_PROBLEM STATEMENT_
Even if a line seems odd, print it as it is, and include every record.

_RECORD SET_
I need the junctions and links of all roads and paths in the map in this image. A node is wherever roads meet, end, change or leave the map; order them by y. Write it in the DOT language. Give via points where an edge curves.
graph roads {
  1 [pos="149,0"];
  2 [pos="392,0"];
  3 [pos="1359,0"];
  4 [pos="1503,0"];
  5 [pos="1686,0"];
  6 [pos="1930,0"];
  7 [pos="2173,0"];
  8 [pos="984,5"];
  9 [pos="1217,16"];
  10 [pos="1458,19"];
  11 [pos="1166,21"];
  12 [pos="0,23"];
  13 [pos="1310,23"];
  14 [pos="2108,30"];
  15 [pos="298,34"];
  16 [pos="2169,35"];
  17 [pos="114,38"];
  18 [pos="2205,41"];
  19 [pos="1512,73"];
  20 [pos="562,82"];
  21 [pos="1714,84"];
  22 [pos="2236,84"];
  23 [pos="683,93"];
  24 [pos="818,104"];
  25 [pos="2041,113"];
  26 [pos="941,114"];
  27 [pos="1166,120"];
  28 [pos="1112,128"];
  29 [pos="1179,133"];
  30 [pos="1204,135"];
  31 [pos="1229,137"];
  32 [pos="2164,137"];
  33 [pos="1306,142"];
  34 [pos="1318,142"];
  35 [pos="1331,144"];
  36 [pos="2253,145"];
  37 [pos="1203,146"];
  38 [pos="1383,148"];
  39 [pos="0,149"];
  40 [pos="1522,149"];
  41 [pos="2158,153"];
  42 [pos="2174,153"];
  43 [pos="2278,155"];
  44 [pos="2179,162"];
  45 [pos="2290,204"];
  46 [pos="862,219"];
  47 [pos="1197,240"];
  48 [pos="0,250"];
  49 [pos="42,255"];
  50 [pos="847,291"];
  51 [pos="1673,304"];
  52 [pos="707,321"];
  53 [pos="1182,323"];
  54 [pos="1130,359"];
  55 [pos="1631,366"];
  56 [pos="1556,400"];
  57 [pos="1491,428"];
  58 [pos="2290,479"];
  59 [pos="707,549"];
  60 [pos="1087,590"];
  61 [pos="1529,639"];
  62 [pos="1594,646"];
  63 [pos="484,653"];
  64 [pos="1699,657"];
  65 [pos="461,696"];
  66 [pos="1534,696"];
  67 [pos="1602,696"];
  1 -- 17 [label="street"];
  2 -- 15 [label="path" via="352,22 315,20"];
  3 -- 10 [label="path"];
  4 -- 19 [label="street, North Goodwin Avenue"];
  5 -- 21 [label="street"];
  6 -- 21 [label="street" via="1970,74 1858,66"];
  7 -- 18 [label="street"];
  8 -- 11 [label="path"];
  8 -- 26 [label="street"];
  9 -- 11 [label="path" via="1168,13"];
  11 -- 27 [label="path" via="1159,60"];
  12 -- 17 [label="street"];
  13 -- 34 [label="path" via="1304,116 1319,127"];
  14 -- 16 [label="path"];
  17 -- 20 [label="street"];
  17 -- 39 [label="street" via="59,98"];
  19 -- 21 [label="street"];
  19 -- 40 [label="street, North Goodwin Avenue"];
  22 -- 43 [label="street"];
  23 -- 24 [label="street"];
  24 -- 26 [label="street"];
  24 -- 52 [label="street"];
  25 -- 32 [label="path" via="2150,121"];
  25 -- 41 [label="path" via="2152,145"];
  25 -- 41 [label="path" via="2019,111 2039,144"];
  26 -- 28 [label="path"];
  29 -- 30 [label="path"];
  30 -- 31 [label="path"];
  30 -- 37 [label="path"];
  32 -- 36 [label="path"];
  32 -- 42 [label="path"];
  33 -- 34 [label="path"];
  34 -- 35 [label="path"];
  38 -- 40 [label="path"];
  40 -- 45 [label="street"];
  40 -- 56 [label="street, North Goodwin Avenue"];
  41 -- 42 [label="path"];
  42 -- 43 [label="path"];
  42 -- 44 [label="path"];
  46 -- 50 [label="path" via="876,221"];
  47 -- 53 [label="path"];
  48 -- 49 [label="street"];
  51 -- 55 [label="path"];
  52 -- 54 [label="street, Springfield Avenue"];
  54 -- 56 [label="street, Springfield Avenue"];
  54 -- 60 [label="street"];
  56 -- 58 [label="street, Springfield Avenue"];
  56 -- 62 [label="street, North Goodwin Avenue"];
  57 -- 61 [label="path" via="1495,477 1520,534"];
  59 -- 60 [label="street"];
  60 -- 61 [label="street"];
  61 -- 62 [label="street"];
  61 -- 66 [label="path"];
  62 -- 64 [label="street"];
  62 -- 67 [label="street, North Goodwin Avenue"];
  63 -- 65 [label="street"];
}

_EXERCISE ANSWER_
I need the junctions and links of all roads and paths in the map in this image. A node is wherever roads meet, end, change or leave the map; order them by y. Write it in the DOT language. Give via points where an edge curves.
graph roads {
  1 [pos="149,0"];
  2 [pos="392,0"];
  3 [pos="1359,0"];
  4 [pos="1503,0"];
  5 [pos="1686,0"];
  6 [pos="1930,0"];
  7 [pos="2173,0"];
  8 [pos="984,5"];
  9 [pos="1217,16"];
  10 [pos="1458,19"];
  11 [pos="1166,21"];
  12 [pos="0,23"];
  13 [pos="1310,23"];
  14 [pos="2108,30"];
  15 [pos="298,34"];
  16 [pos="2169,35"];
  17 [pos="114,38"];
  18 [pos="2205,41"];
  19 [pos="1512,73"];
  20 [pos="562,82"];
  21 [pos="1714,84"];
  22 [pos="2236,84"];
  23 [pos="683,93"];
  24 [pos="818,104"];
  25 [pos="2041,113"];
  26 [pos="941,114"];
  27 [pos="1166,120"];
  28 [pos="1112,128"];
  29 [pos="1179,133"];
  30 [pos="1204,135"];
  31 [pos="1229,137"];
  32 [pos="2164,137"];
  33 [pos="1306,142"];
  34 [pos="1318,142"];
  35 [pos="1331,144"];
  36 [pos="2253,145"];
  37 [pos="1203,146"];
  38 [pos="1383,148"];
  39 [pos="0,149"];
  40 [pos="1522,149"];
  41 [pos="2158,153"];
  42 [pos="2174,153"];
  43 [pos="2278,155"];
  44 [pos="2179,162"];
  45 [pos="2290,204"];
  46 [pos="862,219"];
  47 [pos="1197,240"];
  48 [pos="0,250"];
  49 [pos="42,255"];
  50 [pos="847,291"];
  51 [pos="1673,304"];
  52 [pos="707,321"];
  53 [pos="1182,323"];
  54 [pos="1130,359"];
  55 [pos="1631,366"];
  56 [pos="1556,400"];
  57 [pos="1491,428"];
  58 [pos="2290,479"];
  59 [pos="707,549"];
  60 [pos="1087,590"];
  61 [pos="1529,639"];
  62 [pos="1594,646"];
  63 [pos="484,653"];
  64 [pos="1699,657"];
  65 [pos="461,696"];
  66 [pos="1534,696"];
  67 [pos="1602,696"];
  1 -- 17 [label="street"];
  2 -- 15 [label="path" via="352,22 315,20"];
  3 -- 10 [label="path"];
  4 -- 19 [label="street, North Goodwin Avenue"];
  5 -- 21 [label="street"];
  6 -- 21 [label="street" via="1970,74 1858,66"];
  7 -- 18 [label="street"];
  8 -- 11 [label="path"];
  8 -- 26 [label="street"];
  9 -- 11 [label="path" via="1168,13"];
  11 -- 27 [label="path" via="1159,60"];
  12 -- 17 [label="street"];
  13 -- 34 [label="path" via="1304,116 1319,127"];
  14 -- 16 [label="path"];
  17 -- 20 [label="street"];
  17 -- 39 [label="street" via="59,98"];
  19 -- 21 [label="street"];
  19 -- 40 [label="street, North Goodwin Avenue"];
  22 -- 43 [label="street"];
  23 -- 24 [label="street"];
  24 -- 26 [label="street"];
  24 -- 52 [label="street"];
  25 -- 32 [label="path" via="2150,121"];
  25 -- 41 [label="path" via="2152,145"];
  25 -- 41 [label="path" via="2019,111 2039,144"];
  26 -- 28 [label="path"];
  29 -- 30 [label="path"];
  30 -- 31 [label="path"];
  30 -- 37 [label="path"];
  32 -- 36 [label="path"];
  32 -- 42 [label="path"];
  33 -- 34 [label="path"];
  34 -- 35 [label="path"];
  38 -- 40 [label="path"];
  40 -- 45 [label="street"];
  40 -- 56 [label="street, North Goodwin Avenue"];
  41 -- 42 [label="path"];
  42 -- 43 [label="path"];
  42 -- 44 [label="path"];
  46 -- 50 [label="path" via="876,221"];
  47 -- 53 [label="path"];
  48 -- 49 [label="street"];
  51 -- 55 [label="path"];
  52 -- 54 [label="street, Springfield Avenue"];
  54 -- 56 [label="street, Springfield Avenue"];
  54 -- 60 [label="street"];
  56 -- 58 [label="street, Springfield Avenue"];
  56 -- 62 [label="street, North Goodwin Avenue"];
  57 -- 61 [label="path" via="1495,477 1520,534"];
  59 -- 60 [label="street"];
  60 -- 61 [label="street"];
  61 -- 62 [label="street"];
  61 -- 66 [label="path"];
  62 -- 64 [label="street"];
  62 -- 67 [label="street, North Goodwin Avenue"];
  63 -- 65 [label="street"];
}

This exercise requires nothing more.